Nike restricts self-lacing trainers to app users


Nike has unveiled its much-anticipated range of self-lacing shoes.

It said the HyperAdapt trainers would be released to the public before the end of the year.

A pair of Nike-branded shoes with self-tightening laces featured in the 1989 film Back to the Future II, but it was not until 2013 that the firm started trying to make real-world versions.

In an unexpected move, the US firm has said that sales would be restricted to users of its apps.

While some might see the self-lacing function as being more gimmicky than useful, the tie-in to the Nike+ software will help the company promote other goods to those curious about HyperAdapt.

Nike+ apps are currently focused on tracking data about users’ activities and offering them training programmes. But from June, the platform will introduce personalised shopping recommendations and an online store.

“Nike has lost a fair bit of traction recently to sportswear upstarts including Under Armour, which bought the MyFitnessPal app, and Asics, which has acquired Runkeeper,” said Marc McLaren, online editor of Stuff, a tech-focused magazine.

“This will help keep people engaged, and we can already see from the reaction our readers are having to the announcement that they are very excited by it.”

Although Marty McFly’s trainers appeared to tie themselves up in the Back to the Future movie, the effect was in fact created using a prop that was bolted to the ground, below which a stagehand pulled on the laces.

Nike has achieved the effect for real by using small electric motors to adjust the laces.

These are activated when the user’s heel touches a sensor.

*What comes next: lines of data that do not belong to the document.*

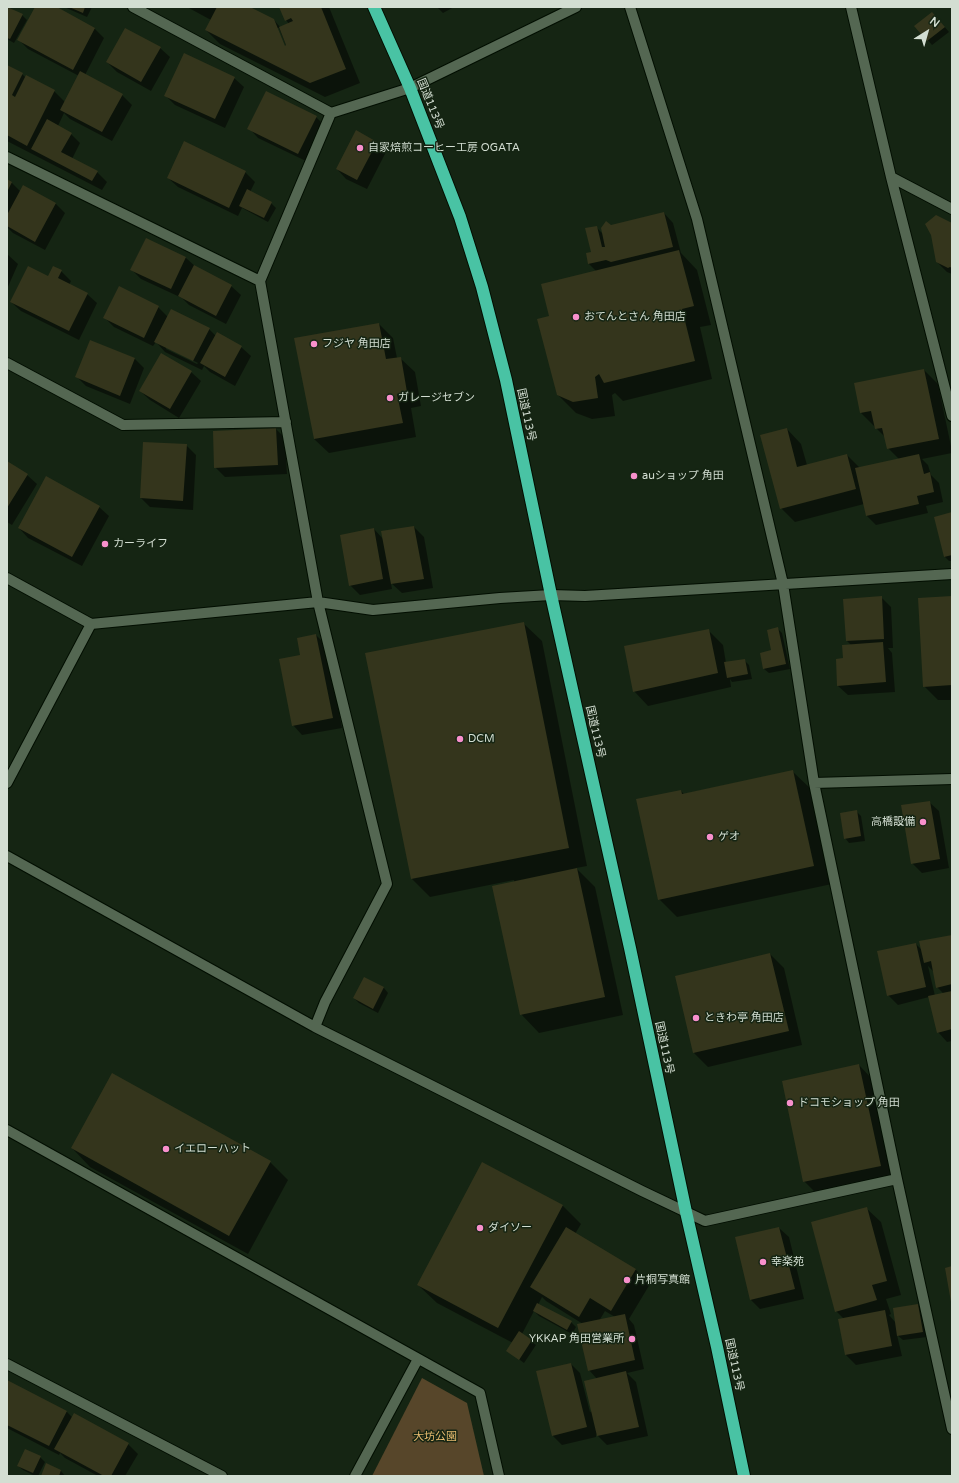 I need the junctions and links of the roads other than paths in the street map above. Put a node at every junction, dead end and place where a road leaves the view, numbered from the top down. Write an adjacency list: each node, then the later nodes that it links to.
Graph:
1 (133, 7): 7 (street)
2 (374, 7): 6 (highway, 国道113号)
3 (576, 7): 6 (street)
4 (630, 7): 17 (street)
5 (851, 7): 9 (street)
6 (410, 88): 7 (street); 18 (highway, 国道113号)
7 (331, 113): 11 (street)
8 (7, 157): 11 (street)
9 (891, 178): 10 (street); 13 (street)
10 (952, 209)
11 (260, 281): 14 (street)
12 (7, 363): 14 (street)
13 (952, 416)
14 (286, 422): 19 (street)
15 (952, 574): 17 (street)
16 (7, 578): 20 (street)
17 (783, 584): 18 (street); 22 (street)
18 (551, 595): 19 (street); 28 (highway, 国道113号)
19 (318, 602): 20 (street); 25 (street)
20 (91, 624): 23 (street)
21 (952, 779): 22 (street)
22 (814, 783): 27 (street)
23 (7, 784)
24 (7, 856): 25 (street)
25 (315, 1027): 28 (street)
26 (7, 1130): 29 (street)
27 (897, 1179): 28 (street); 31 (street)
28 (686, 1212): 35 (highway, 国道113号)
29 (418, 1359): 33 (street); 34 (street)
30 (7, 1364): 32 (street)
31 (952, 1428)
32 (222, 1476)
33 (355, 1476)
34 (499, 1476)
35 (744, 1476) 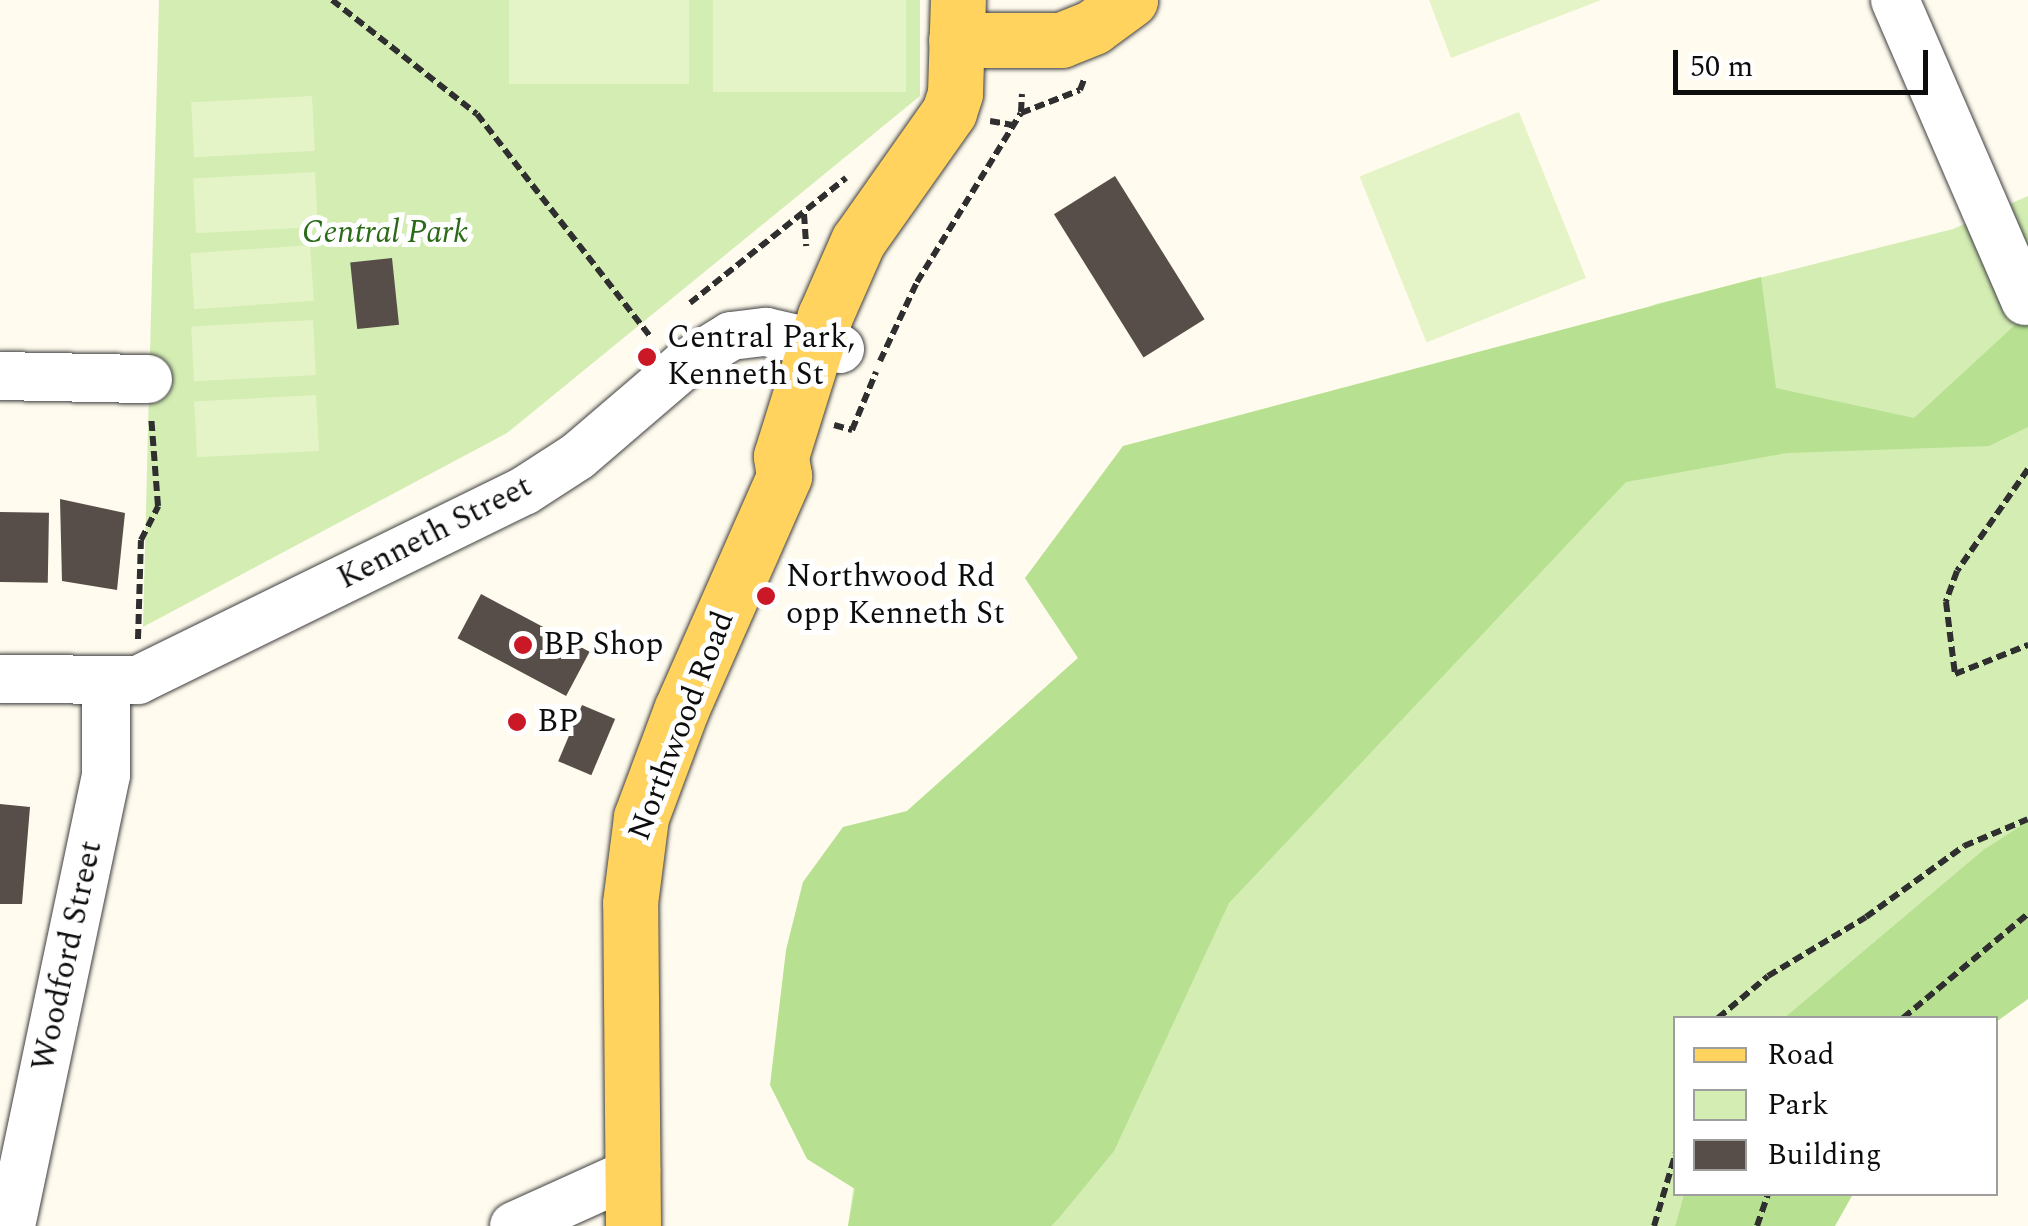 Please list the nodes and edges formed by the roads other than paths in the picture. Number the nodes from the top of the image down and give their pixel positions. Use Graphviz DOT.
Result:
graph roads {
  1 [pos="1130,0"];
  2 [pos="1894,0"];
  3 [pos="968,20"];
  4 [pos="2025,301"];
  5 [pos="829,346"];
  6 [pos="0,376"];
  7 [pos="148,380"];
  8 [pos="0,679"];
  9 [pos="122,682"];
  10 [pos="636,1171"];
  11 [pos="11,1226"];
  12 [pos="514,1226"];
  13 [pos="633,1226"];
  1 -- 3 [label="main road"];
  2 -- 4 [label="street"];
  3 -- 5 [label="main road, Northwood Road"];
  5 -- 9 [label="street, Kenneth Street"];
  5 -- 10 [label="main road, Northwood Road"];
  6 -- 7 [label="street"];
  8 -- 9 [label="street, Kenneth Street"];
  9 -- 11 [label="street, Woodford Street"];
  10 -- 12 [label="street"];
  10 -- 13 [label="main road, Northwood Road"];
}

Two buttons on the side allow the wearer to tighten or loosen the fit. A glowing component built into the sole acts as a wireless charging point, while LEDs on the back indicate how much charge remains.

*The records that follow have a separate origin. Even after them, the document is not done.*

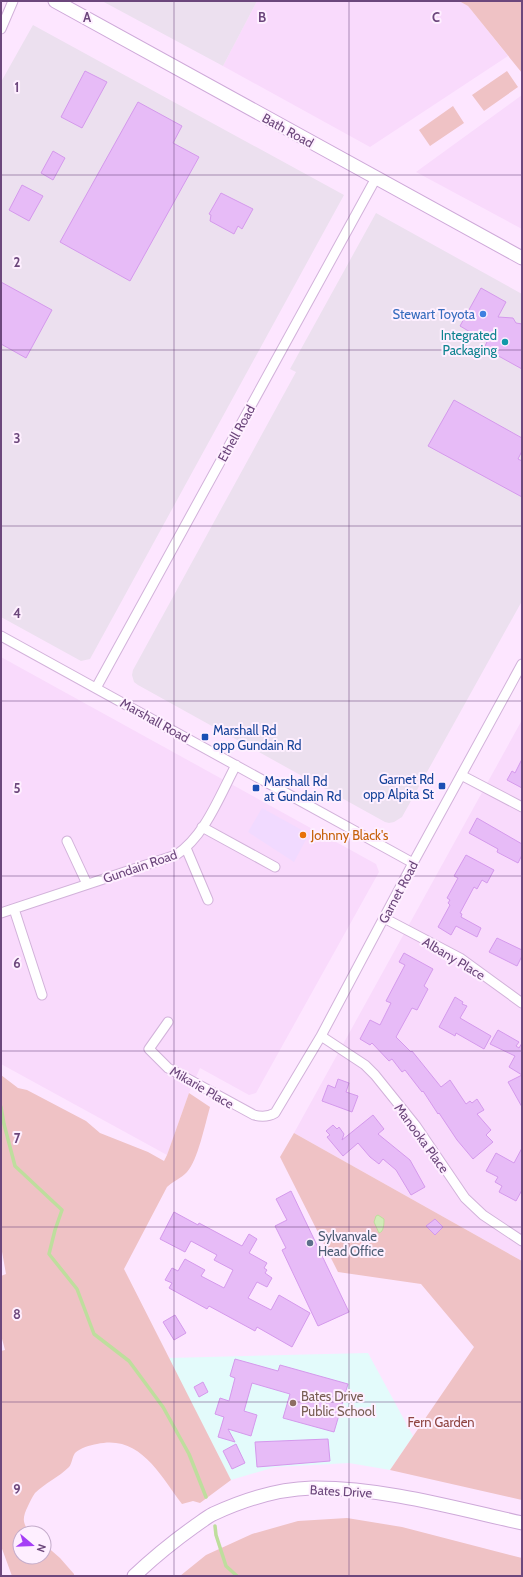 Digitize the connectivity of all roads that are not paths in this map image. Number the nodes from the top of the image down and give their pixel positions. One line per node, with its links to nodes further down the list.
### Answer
1 (13, 1): 3 (street)
2 (55, 1): 4 (street, Bath Road)
3 (1, 29)
4 (376, 178): 5 (street, Bath Road); 8 (street, Ethell Road)
5 (522, 258)
6 (1, 636): 8 (street, Marshall Road)
7 (522, 664): 10 (street, Garnet Road)
8 (96, 688): 9 (street, Marshall Road)
9 (236, 765): 12 (street, Gundain Road); 15 (street, Marshall Road)
10 (461, 775): 11 (street); 15 (street, Garnet Road)
11 (522, 807)
12 (202, 827): 14 (street, Gundain Road); 16 (street)
13 (68, 841): 17 (street)
14 (186, 848): 17 (street, Gundain Road); 18 (street)
15 (413, 863): 21 (street, Garnet Road)
16 (275, 867)
17 (87, 884): 19 (street, Gundain Road)
18 (208, 900)
19 (14, 909): 20 (street, Gundain Road); 22 (street)
20 (1, 913)
21 (384, 918): 23 (street, Albany Place); 25 (street, Garnet Road)
22 (42, 995)
23 (522, 1003)
24 (168, 1022): 26 (street, Mikarie Place)
25 (321, 1036): 26 (street, Garnet Road); 27 (street, Manooka Place)
26 (270, 1116)
27 (522, 1241)
28 (522, 1523): 29 (street, Bates Drive)
29 (134, 1576) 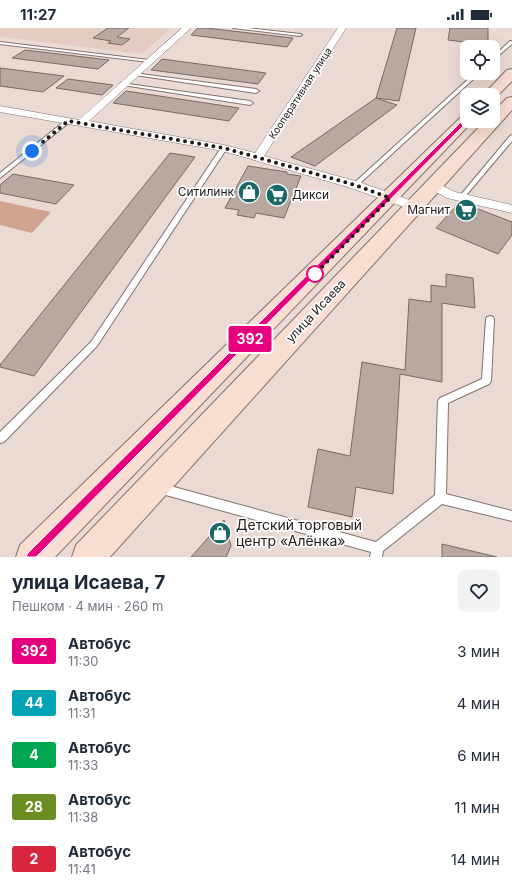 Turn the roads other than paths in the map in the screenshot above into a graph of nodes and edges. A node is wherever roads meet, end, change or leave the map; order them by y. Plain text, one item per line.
1 (186, 28) edge
2 (235, 28) edge
3 (342, 28) edge
4 (300, 35) dead end
5 (512, 42) edge
6 (0, 43) edge
7 (500, 53) edge
8 (149, 61) junction
9 (512, 73) edge
10 (135, 74) junction
11 (470, 80) edge
12 (124, 84) junction
13 (497, 88) edge
14 (256, 91) dead end
15 (512, 101) edge
16 (250, 103) dead end
17 (0, 109) edge
18 (68, 121) junction
19 (81, 123) junction
20 (460, 128) edge
21 (512, 137) edge
22 (224, 148) junction
23 (257, 158) junction
24 (0, 176) edge
25 (355, 185) junction
26 (433, 185) junction
27 (461, 198) junction
28 (402, 202) junction
29 (512, 209) edge
30 (490, 319) dead end
31 (0, 439) edge
32 (153, 487) junction
33 (440, 498) junction
34 (512, 516) edge
35 (377, 552) edge
36 (32, 557) edge
37 (88, 557) edge

1 - 8 street
2 - 4 lane
3 - 23 street, Кооперативная улица
5 - 7 lane
6 - 8 lane
8 - 10 street
9 - 13 main road
10 - 12 street
10 - 14 lane
11 - 25 lane
12 - 16 lane
12 - 19 street
15 - 26 main road, улица Исаева
17 - 18 street
18 - 19 street
18 - 24 lane
19 - 22 street
20 - 28 main road, улица Исаева
21 - 27 lane
22 - 23 street
22 - 31 lane
23 - 25 street
25 - 28 street
26 - 27 street
26 - 28 main road, улица Исаева
27 - 29 street
28 - 32 main road, улица Исаева
28 - 36 main road, улица Исаева
30 - 33 lane
32 - 35 lane
32 - 37 main road, улица Исаева
33 - 34 lane
33 - 35 lane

Attendees at the company’s Innovation Summit in New York were able to try on functioning prototypes.

The firm said the final product should need to be recharged about once a fortnight.

In time, Nike added, it intends to develop the idea further.

“Wouldn’t it be great if a shoe, in the future, could sense when you needed to have it tighter or looser?” asked the trainers’ designer Tinker Hatfield.

“Could it take you even tighter than you’d normally go if it senses you really need extra snugness in a quick manoeuvre? That’s where we’re headed.”

The firm is not alone in developing self-tightening footwear.

At the CES tech show in January, French start-up Digitsole unveiled a pair of self-tightening “smartshoes” that also featured an app-controlled heater – but they have yet to go on sale.

Nike, however, has a stronger brand.

“I think it’s a canny move to get people to sign up to the Nike+ service, but if they do prove popular I’m sure the firm will open them up to a wider audience eventually,” added Mr McLaren.

“But maybe that will be another year down the line.”